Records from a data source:

*** Begin section ***

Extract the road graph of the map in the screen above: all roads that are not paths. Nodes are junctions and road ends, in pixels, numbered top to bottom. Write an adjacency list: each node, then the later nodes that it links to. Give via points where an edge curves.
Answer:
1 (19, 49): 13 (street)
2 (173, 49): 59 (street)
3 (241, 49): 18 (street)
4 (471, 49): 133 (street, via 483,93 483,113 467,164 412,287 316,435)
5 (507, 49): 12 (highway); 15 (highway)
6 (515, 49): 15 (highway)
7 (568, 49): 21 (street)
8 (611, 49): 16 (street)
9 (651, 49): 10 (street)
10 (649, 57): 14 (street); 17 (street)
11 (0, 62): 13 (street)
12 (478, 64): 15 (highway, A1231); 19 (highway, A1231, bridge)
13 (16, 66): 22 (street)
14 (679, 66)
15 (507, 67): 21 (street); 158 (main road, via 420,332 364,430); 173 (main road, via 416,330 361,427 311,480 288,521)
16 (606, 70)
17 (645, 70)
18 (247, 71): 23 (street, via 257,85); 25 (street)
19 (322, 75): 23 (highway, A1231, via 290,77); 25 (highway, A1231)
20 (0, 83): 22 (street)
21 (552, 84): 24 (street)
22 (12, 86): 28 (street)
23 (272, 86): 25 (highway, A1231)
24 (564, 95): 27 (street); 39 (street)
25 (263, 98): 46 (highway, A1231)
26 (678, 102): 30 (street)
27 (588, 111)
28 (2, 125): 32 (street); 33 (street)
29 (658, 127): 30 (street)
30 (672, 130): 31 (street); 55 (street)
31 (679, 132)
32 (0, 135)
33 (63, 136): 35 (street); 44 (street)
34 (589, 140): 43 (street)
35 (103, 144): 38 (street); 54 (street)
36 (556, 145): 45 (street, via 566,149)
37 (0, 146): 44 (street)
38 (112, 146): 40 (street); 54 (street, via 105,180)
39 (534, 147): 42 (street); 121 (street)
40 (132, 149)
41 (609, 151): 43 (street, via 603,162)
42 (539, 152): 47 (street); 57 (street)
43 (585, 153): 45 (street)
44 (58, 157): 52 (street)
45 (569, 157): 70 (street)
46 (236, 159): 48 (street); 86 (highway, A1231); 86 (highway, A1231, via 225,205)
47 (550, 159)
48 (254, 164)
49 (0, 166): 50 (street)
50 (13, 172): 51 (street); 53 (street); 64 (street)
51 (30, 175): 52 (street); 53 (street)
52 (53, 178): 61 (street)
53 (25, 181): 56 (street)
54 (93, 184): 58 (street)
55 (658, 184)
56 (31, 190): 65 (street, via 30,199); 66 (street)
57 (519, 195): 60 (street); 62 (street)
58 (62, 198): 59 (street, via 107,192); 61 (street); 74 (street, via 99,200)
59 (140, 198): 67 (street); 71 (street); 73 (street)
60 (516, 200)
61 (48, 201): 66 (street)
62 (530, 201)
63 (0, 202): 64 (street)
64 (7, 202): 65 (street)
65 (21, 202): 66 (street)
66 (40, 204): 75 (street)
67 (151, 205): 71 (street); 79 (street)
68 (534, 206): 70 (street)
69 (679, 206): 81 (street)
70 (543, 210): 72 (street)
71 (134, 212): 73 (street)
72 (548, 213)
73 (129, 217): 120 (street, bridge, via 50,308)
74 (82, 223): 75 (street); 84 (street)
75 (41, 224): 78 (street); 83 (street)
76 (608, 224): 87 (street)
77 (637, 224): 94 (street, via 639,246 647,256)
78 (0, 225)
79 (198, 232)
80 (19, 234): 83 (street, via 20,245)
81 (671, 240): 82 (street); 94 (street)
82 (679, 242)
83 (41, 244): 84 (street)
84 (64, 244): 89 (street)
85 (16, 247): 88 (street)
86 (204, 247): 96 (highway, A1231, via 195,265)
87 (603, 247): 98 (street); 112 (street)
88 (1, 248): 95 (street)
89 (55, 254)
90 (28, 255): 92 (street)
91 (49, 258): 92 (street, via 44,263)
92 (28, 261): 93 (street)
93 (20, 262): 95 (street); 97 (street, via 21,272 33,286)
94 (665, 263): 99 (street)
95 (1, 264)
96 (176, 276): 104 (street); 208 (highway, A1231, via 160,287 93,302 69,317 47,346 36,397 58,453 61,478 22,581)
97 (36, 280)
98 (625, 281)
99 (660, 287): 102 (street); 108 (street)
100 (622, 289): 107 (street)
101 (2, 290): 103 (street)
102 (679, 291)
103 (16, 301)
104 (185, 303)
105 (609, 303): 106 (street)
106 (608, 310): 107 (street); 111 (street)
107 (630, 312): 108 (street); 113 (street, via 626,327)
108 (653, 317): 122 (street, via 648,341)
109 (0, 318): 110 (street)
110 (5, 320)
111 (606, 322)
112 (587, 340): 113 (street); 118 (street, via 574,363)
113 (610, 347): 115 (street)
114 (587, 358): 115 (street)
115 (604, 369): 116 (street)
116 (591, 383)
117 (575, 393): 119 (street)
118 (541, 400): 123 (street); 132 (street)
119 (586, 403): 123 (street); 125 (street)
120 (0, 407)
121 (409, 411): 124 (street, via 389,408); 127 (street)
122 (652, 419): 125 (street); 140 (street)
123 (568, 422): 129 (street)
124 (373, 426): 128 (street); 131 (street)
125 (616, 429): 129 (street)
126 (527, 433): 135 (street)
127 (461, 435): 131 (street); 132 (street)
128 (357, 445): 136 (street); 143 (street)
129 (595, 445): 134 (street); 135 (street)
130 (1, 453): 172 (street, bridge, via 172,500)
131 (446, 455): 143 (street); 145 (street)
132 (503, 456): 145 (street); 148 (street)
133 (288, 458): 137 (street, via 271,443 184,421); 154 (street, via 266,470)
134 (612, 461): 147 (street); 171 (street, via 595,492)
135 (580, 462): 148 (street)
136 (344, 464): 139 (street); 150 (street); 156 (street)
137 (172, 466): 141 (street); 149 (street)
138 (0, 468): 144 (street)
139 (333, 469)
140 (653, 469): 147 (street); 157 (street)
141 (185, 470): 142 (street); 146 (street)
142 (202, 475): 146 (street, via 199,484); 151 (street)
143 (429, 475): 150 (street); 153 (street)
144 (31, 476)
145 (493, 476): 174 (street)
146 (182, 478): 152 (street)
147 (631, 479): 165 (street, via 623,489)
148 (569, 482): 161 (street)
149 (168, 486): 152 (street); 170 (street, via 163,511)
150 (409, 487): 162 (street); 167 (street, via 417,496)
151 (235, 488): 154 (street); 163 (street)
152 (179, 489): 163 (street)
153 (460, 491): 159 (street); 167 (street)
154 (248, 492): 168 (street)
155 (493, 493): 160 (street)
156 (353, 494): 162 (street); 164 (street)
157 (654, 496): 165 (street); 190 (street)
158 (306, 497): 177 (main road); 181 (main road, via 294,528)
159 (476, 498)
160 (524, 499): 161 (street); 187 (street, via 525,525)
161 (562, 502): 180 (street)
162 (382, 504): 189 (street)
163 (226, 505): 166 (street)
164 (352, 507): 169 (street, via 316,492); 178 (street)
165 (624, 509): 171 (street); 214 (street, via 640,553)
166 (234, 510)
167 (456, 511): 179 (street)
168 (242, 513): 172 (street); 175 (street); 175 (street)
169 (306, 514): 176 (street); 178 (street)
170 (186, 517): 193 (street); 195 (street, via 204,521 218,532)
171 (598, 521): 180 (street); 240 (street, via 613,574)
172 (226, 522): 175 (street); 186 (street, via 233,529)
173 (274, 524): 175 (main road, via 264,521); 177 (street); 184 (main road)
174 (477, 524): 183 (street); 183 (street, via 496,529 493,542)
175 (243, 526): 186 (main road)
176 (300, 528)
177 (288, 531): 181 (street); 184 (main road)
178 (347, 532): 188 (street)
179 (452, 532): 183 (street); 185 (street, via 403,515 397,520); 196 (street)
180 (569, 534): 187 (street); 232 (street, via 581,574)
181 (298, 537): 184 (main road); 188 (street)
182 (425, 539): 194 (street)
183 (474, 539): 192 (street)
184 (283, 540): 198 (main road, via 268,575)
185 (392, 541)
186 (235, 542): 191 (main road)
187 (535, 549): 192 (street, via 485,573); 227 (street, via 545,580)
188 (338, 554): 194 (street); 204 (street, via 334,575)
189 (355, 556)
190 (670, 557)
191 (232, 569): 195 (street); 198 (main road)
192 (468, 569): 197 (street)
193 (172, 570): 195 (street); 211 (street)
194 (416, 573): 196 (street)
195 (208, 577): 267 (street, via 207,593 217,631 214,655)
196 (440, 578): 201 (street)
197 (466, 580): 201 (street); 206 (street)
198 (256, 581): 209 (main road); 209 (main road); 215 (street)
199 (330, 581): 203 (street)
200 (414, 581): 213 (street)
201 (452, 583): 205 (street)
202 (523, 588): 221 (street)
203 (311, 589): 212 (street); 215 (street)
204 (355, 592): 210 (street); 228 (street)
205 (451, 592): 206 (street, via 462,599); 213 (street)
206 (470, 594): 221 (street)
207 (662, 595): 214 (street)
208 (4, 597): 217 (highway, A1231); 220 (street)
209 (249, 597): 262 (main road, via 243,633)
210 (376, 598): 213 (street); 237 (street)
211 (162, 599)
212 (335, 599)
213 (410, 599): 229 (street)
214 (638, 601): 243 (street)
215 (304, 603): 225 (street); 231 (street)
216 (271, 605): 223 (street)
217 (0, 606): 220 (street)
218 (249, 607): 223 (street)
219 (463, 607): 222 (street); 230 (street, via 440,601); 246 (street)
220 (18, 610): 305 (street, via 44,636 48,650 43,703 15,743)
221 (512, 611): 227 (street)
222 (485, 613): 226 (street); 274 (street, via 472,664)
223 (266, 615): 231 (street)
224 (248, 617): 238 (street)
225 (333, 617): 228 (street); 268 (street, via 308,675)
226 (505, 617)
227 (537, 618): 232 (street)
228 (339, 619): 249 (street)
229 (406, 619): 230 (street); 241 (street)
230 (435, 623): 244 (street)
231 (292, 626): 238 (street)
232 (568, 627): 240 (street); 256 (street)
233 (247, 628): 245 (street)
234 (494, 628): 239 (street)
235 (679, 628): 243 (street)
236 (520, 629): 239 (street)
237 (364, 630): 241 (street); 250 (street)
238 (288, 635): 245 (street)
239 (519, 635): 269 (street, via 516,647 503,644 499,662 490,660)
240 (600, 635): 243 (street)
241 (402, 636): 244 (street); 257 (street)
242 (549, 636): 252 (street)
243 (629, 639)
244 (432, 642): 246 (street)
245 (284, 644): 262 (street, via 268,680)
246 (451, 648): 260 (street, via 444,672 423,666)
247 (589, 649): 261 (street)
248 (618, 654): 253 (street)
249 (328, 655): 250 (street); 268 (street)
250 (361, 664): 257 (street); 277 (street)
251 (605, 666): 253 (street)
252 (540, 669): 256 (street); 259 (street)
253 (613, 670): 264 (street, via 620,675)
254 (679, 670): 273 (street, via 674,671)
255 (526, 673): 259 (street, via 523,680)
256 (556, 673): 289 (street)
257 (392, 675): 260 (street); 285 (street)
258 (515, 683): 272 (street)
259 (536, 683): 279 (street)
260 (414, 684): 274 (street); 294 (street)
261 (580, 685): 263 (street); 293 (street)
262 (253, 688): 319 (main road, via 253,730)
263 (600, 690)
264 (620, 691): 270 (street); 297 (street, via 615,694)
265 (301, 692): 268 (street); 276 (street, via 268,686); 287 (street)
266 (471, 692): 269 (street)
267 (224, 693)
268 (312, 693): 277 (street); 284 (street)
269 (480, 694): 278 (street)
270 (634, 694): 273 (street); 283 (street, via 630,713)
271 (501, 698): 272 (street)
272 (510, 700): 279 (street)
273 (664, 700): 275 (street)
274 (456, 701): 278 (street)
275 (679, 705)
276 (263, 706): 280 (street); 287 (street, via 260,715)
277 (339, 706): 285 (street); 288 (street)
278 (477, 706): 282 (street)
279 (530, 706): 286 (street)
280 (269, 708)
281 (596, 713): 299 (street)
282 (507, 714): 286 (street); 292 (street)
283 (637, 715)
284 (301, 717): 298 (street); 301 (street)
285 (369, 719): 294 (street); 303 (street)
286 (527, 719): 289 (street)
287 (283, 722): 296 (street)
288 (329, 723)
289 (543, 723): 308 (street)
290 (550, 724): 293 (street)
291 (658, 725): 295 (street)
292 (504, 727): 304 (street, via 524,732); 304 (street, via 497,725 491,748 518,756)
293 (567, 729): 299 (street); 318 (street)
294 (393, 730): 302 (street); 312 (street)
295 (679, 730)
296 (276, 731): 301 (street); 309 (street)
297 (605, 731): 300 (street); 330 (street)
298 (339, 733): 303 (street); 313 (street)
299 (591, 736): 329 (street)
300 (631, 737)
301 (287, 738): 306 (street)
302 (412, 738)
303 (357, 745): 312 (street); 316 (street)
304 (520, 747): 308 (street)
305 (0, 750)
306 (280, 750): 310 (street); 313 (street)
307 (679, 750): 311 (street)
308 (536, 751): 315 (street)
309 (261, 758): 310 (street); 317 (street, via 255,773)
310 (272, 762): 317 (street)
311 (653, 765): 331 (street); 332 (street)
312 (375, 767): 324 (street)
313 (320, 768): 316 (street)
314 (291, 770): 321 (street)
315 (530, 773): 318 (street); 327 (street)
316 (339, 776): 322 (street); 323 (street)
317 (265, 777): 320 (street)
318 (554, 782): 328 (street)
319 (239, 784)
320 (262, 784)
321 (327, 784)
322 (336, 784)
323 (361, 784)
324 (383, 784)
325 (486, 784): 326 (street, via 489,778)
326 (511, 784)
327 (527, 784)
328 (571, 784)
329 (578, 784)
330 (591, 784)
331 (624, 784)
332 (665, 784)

*** End section ***

**Exercise requirements:**
The result is a copy of every line above where the word "main" shows up.

**Result for this task:**
15 (507, 67): 21 (street); 158 (main road, via 420,332 364,430); 173 (main road, via 416,330 361,427 311,480 288,521)
158 (306, 497): 177 (main road); 181 (main road, via 294,528)
173 (274, 524): 175 (main road, via 264,521); 177 (street); 184 (main road)
175 (243, 526): 186 (main road)
177 (288, 531): 181 (street); 184 (main road)
181 (298, 537): 184 (main road); 188 (street)
184 (283, 540): 198 (main road, via 268,575)
186 (235, 542): 191 (main road)
191 (232, 569): 195 (street); 198 (main road)
198 (256, 581): 209 (main road); 209 (main road); 215 (street)
209 (249, 597): 262 (main road, via 243,633)
262 (253, 688): 319 (main road, via 253,730)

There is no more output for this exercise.